Updated: Jan 05, 2016
 

Background

Field defects typical of ischemic optic neuropathy were probably first described by Knapp in 1875. Miller and Smith first used the term ischemic optic neuropathy in 1966, and Hayreh later added the term anterior. In 1924, Uhthoff first described severe visual loss, with field defects and swollen optic discs.[1]

Anterior ischemic optic neuropathy (AION) is the most common cause of acute optic neuropathy in older age groups. It can be nonarteritic (nonarteritic anterior ischemic optic neuropathy [NAION]) or arteritic, the latter being associated with giant cell arteritis (GCA; often termed temporal arteritis). AION is characterized by visual loss associated with optic disc swelling of a pallid nature, sometimes with flame hemorrhages on the swollen disc or nearby neuroretinal layer, and sometimes with nearby cotton-wool exudates. Visual loss is usually sudden or develops over a few days at most and is commonly unilateral, although second eye involvement may occur later. The visual loss is usually permanent, with some recovery possibly occurring within the first weeks or months. Optic atrophy of varying degrees ensues within the next few week as a result of the hypoxic episode and is usually generalized but may be sectorial in NAION.
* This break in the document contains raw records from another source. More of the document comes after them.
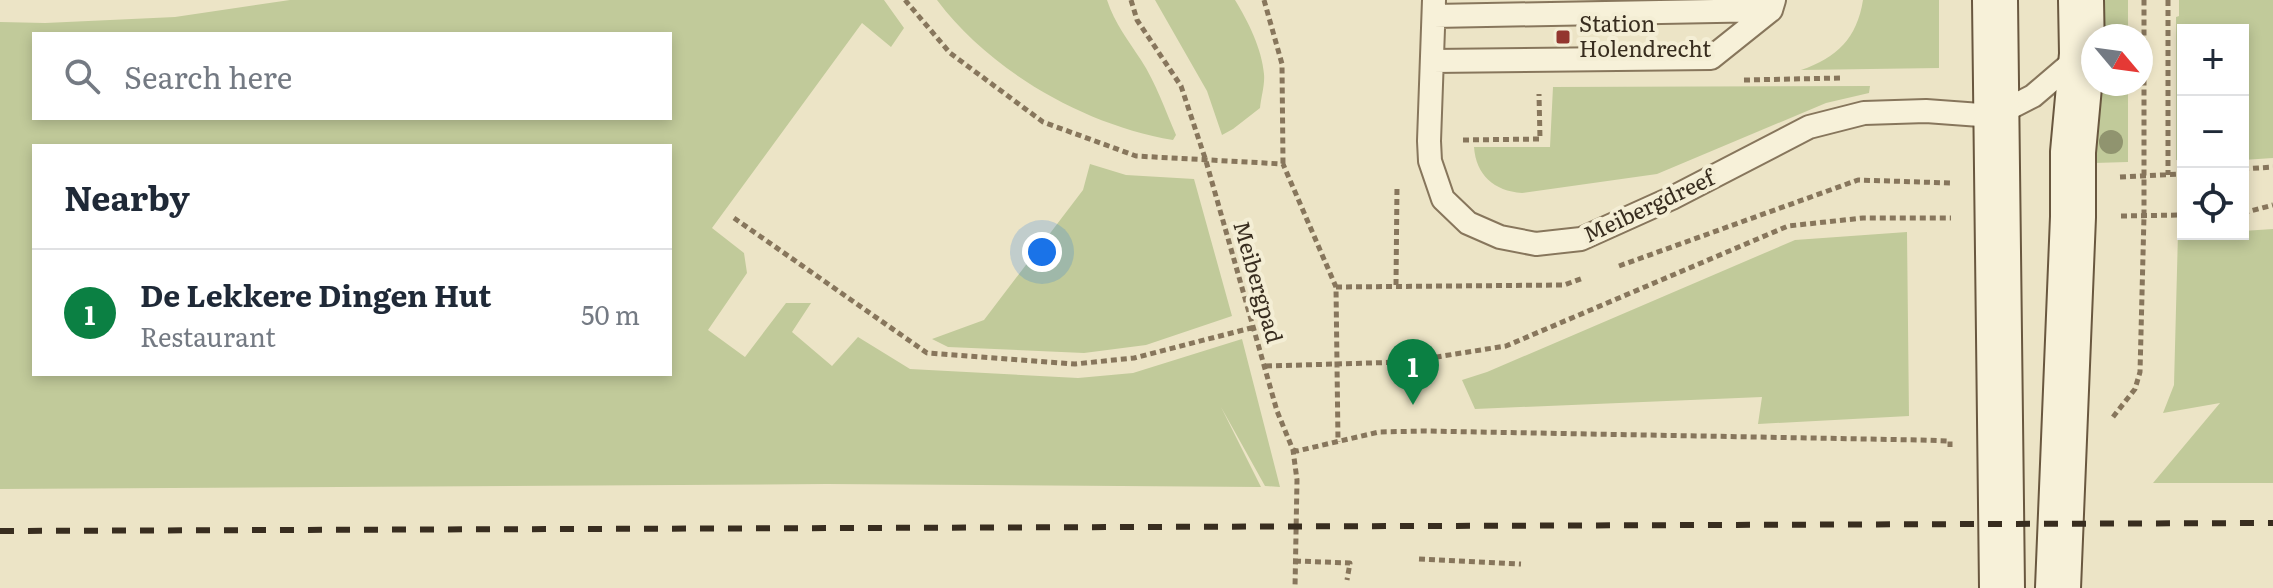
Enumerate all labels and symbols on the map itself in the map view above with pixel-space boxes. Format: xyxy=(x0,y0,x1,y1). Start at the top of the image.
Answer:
place label: Station Holendrecht xyxy=(1579,6,1711,64)
north arrow xyxy=(2081,24,2153,96)
marker: Station Holendrecht xyxy=(1554,28,1572,46)
street label: Meibergdreef xyxy=(1577,159,1721,250)
street label: Meibergpad xyxy=(1226,217,1293,347)
your location xyxy=(1022,232,1062,272)
pin: 1 xyxy=(1387,339,1439,405)

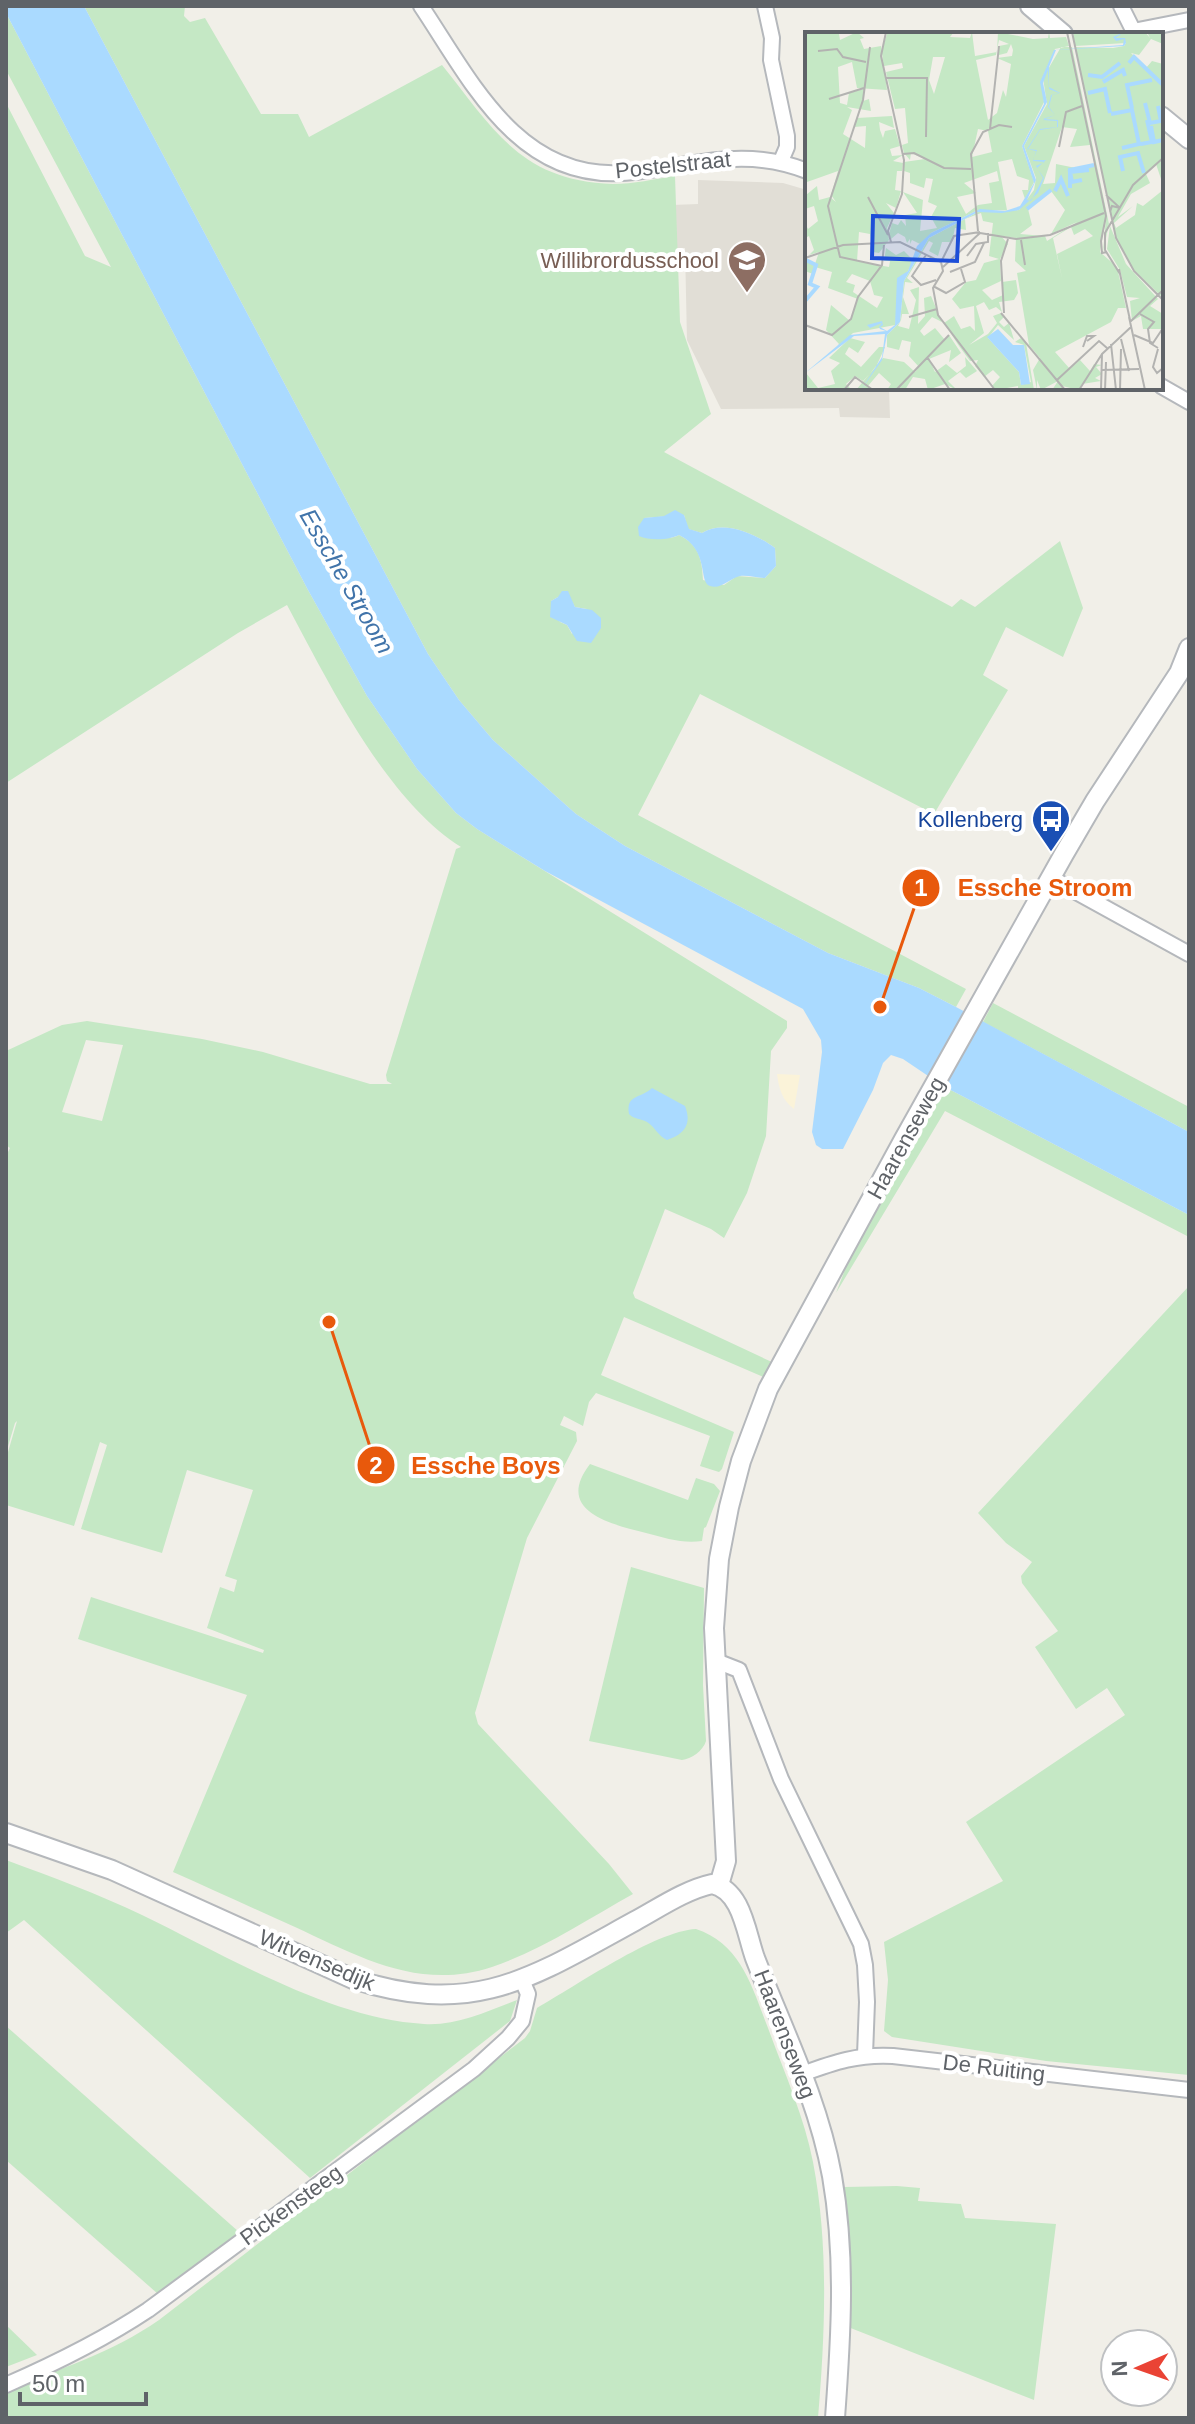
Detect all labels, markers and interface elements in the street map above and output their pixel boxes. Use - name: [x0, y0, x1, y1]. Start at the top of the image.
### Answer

Although the pathophysiology differs in the arteritic form of AION, ischemia is the end result, as the results on vision are the same. According to Rucker, temporal arteritis probably was first described very early by Ali Ibn Isa (AD 940-1010).[2] In modern times (1890), Hutchinson described a disease of this nature, and, in 1932, Horton and colleagues at the Mayo Clinic used the term temporal arteritis.[3, 4] To better describe the histologic features, Gilmour suggested the term giant cell arteritis in 1941. As a result of understanding that the mechanism for GCA was inflammatory and not just localized to findings of optic nerve ischemia, treatment of GCA with steroids was started at the Mayo Clinic in 1949.

Examples of anterior optic neuropathy are shown in the images below.

Anterior ischemic optic neuropathy of the right ey Anterior ischemic optic neuropathy of the right eye. Swollen pale disc that can be seen in stereo by converging the eyes and fusing the central image.
Sectorial optic atrophy of the right eye as a late Sectorial optic atrophy of the right eye as a late finding resulting from anterior ischemic optic neuropathy. Atrophy has supervened, and the atrophic pale disc with a more pronounced cup can be seen in stereo.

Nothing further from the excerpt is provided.